Bohong jika Maira juga tidak merasakan kehangatan ketika dipeluk Bu Nur. Dia senang, sangat senang. Pelukan Bu Nur sama hangatnya seperti pelukan almarhumah sang ibu.

Bu Nur meleraikan pelukannya, lalu memandang Maira lembut.

"Setelah selesai makan, kita ke mall ya? Ibu mau beliin kamu pakaian," ajak Bu Nur, kemudian kembali mengusap perut besar Maira yang tertutup baju terusan. Maira merasa geli, tapi dia menyukai hal itu.

"Adek juga mau beli baju? Nanti Nenek belikan ya?"

"Tidak Nenek, Adek belum lahir," jawab Maira sambil terkekeh.

"Kamu sudah tahu jenis kelaminnya, Nak?"

Maira menggeleng. Sejak hamil hanya terhitung dua kali dia pernah ke rumah sakit. Pertama ketika tahu dirinya hamil, dan kedua ketika perutnya kram lalu bertemu bajingan itu. Ish! Maira sangat kesal jika mengingatnya.

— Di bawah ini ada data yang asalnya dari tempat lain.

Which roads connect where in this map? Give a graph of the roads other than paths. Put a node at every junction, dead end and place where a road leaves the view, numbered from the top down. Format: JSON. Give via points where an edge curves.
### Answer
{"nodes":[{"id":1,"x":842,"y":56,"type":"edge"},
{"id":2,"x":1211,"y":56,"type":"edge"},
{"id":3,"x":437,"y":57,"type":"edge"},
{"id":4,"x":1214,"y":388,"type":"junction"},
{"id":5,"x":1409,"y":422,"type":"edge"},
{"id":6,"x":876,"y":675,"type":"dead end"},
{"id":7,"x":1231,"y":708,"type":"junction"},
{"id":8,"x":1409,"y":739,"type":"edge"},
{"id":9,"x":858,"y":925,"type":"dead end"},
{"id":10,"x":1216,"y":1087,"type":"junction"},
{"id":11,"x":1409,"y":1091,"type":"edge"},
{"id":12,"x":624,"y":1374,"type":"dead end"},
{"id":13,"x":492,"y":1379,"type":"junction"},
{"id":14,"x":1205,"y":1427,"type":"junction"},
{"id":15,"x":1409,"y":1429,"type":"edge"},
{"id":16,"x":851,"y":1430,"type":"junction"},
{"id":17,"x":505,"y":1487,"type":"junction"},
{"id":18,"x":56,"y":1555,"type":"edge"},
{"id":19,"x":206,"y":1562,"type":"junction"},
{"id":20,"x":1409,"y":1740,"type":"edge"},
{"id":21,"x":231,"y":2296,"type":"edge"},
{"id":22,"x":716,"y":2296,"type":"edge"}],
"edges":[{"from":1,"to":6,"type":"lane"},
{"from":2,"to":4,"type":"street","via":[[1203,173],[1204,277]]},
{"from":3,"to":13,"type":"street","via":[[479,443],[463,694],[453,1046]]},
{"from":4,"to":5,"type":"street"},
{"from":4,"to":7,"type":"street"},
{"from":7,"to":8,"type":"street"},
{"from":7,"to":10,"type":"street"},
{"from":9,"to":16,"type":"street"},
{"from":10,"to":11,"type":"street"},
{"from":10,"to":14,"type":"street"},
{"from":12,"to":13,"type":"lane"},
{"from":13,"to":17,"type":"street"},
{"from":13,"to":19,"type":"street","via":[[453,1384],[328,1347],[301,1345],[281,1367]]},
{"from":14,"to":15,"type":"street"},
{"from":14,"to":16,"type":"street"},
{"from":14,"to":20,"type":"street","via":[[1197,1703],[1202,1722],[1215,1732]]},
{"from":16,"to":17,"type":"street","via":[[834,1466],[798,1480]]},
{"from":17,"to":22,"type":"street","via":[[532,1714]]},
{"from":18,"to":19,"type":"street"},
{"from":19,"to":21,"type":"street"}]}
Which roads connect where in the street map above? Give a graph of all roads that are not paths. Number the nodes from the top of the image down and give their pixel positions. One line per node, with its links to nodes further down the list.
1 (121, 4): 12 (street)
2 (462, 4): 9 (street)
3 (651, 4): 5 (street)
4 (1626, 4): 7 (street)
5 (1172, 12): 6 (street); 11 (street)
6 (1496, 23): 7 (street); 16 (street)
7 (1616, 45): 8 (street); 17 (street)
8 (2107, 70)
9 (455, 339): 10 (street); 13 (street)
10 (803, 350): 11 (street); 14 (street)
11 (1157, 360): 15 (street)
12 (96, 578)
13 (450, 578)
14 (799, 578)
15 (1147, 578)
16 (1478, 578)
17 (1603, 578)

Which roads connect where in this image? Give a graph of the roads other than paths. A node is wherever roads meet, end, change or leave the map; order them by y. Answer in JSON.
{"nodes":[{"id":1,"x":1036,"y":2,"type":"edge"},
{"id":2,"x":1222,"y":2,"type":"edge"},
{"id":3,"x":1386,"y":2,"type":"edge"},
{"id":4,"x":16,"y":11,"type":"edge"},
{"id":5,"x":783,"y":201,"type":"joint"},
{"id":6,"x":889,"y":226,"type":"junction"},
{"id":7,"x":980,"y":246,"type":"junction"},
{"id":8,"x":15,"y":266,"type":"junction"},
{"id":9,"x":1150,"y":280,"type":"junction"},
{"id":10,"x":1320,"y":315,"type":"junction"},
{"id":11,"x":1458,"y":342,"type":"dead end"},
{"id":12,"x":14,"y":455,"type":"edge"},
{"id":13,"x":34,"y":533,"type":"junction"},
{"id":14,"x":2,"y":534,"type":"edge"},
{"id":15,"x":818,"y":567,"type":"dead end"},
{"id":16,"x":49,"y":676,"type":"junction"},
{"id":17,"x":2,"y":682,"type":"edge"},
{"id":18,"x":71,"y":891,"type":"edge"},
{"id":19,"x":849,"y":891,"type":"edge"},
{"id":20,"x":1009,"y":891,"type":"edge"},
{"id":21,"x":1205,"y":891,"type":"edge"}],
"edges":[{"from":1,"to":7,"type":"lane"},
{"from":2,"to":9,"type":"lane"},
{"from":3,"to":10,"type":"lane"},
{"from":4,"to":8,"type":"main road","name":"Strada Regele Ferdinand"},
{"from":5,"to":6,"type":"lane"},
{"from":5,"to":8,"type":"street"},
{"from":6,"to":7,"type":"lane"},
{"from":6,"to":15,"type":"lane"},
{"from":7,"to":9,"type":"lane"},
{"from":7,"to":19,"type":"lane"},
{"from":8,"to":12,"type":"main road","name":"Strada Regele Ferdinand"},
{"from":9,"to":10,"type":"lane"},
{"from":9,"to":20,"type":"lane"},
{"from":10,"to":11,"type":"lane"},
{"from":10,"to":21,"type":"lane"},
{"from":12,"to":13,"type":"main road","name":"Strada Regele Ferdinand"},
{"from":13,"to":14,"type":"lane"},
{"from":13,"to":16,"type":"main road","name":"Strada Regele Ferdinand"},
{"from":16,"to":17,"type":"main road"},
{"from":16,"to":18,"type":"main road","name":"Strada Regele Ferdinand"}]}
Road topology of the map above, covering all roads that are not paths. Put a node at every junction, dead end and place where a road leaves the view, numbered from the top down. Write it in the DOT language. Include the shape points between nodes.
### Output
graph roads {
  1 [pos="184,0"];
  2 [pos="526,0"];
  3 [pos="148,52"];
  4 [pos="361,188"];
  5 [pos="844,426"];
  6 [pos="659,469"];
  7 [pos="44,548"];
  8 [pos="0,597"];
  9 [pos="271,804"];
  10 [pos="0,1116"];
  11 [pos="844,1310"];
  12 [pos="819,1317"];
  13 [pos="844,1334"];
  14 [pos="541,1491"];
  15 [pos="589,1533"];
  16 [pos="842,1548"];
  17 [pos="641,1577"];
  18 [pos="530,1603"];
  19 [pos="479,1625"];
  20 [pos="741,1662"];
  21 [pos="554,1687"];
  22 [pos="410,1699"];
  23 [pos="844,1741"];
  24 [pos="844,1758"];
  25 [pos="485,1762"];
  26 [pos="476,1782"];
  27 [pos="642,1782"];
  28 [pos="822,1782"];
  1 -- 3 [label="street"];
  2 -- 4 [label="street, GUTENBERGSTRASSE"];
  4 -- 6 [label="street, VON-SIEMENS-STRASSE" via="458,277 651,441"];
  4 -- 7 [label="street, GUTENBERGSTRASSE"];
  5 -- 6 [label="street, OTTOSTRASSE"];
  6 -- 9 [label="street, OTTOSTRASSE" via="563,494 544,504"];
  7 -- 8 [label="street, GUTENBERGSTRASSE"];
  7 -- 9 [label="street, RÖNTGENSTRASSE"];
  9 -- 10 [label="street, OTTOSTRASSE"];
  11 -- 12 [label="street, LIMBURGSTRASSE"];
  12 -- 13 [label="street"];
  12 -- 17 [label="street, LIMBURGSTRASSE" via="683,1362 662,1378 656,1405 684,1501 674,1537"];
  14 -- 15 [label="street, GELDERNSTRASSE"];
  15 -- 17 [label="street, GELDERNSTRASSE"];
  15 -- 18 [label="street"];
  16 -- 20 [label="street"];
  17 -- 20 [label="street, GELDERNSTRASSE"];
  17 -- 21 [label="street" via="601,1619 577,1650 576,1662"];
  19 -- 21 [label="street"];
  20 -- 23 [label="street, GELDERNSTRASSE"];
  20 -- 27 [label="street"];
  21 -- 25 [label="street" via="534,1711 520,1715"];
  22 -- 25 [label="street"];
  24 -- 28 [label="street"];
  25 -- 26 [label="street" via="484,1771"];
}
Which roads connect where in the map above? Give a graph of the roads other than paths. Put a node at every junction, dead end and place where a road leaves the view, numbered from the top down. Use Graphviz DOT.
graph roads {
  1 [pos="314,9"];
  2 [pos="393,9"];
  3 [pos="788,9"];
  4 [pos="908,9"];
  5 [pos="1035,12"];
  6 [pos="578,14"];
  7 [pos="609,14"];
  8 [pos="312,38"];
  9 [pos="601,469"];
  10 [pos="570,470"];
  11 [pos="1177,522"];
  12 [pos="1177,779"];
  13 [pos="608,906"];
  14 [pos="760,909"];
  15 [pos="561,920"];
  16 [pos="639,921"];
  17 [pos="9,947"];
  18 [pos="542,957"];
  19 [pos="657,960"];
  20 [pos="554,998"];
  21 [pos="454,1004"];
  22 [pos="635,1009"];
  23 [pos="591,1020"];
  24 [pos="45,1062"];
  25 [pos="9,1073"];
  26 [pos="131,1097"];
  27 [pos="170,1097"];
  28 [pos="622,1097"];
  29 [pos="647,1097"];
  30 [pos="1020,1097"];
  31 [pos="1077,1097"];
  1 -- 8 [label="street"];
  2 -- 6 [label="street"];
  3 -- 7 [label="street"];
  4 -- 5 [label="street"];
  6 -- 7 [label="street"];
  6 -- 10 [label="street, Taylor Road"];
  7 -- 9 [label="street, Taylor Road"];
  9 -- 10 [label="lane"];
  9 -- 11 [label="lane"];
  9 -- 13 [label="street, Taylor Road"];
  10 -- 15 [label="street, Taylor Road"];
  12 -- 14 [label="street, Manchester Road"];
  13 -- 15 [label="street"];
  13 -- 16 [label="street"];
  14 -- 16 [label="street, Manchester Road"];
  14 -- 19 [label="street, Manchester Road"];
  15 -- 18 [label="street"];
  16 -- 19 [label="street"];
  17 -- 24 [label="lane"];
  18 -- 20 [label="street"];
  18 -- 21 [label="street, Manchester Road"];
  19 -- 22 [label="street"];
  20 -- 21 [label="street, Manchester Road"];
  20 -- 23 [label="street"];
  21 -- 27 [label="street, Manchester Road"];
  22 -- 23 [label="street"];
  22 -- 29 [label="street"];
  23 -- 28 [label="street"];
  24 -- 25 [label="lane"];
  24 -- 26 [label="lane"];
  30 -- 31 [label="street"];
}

"Kalo gitu kita juga ke rumah sakit ya?"

"Gak perlu, Bu. Kandungan Maira sehat-sehat saja kok."

"Memangnya kamu gak mau tau anak kamu laki-laki atau perempuan?"

Maira tersenyum lembut. "Laki-laki atau perempuan, bagi Maira keduanya sama-sama anugerah. Nanti kan kalo sudah lahir juga tau," ucapnya.

"Tapi Ibu penasaran Maira. Kalo tahu dari sekarang kan, kita jadi tahu harus beli baju seperti apa."

Maira malah terkekeh kecil, lalu menunduk mengusap perutnya. "Ibu, Baby bilang dia senang kalo Neneknya penasaran," ucap Maira beralasan. Jika anaknya sudah lahir, dia pasti akan mencebikkan bibirnya sebal karena dijadikan kambing hitam. Ah, Maira sangat tidak sabar menantikan kelahiran anaknya.

Bu Nur menggeleng, ikut terkekeh. Belum satu hari dia mengenal Maira, tapi dia sudah merasa begitu dekat dengannya. Alangkah senangnya dia memiliki anak yang baik dan ceria seperti Maira.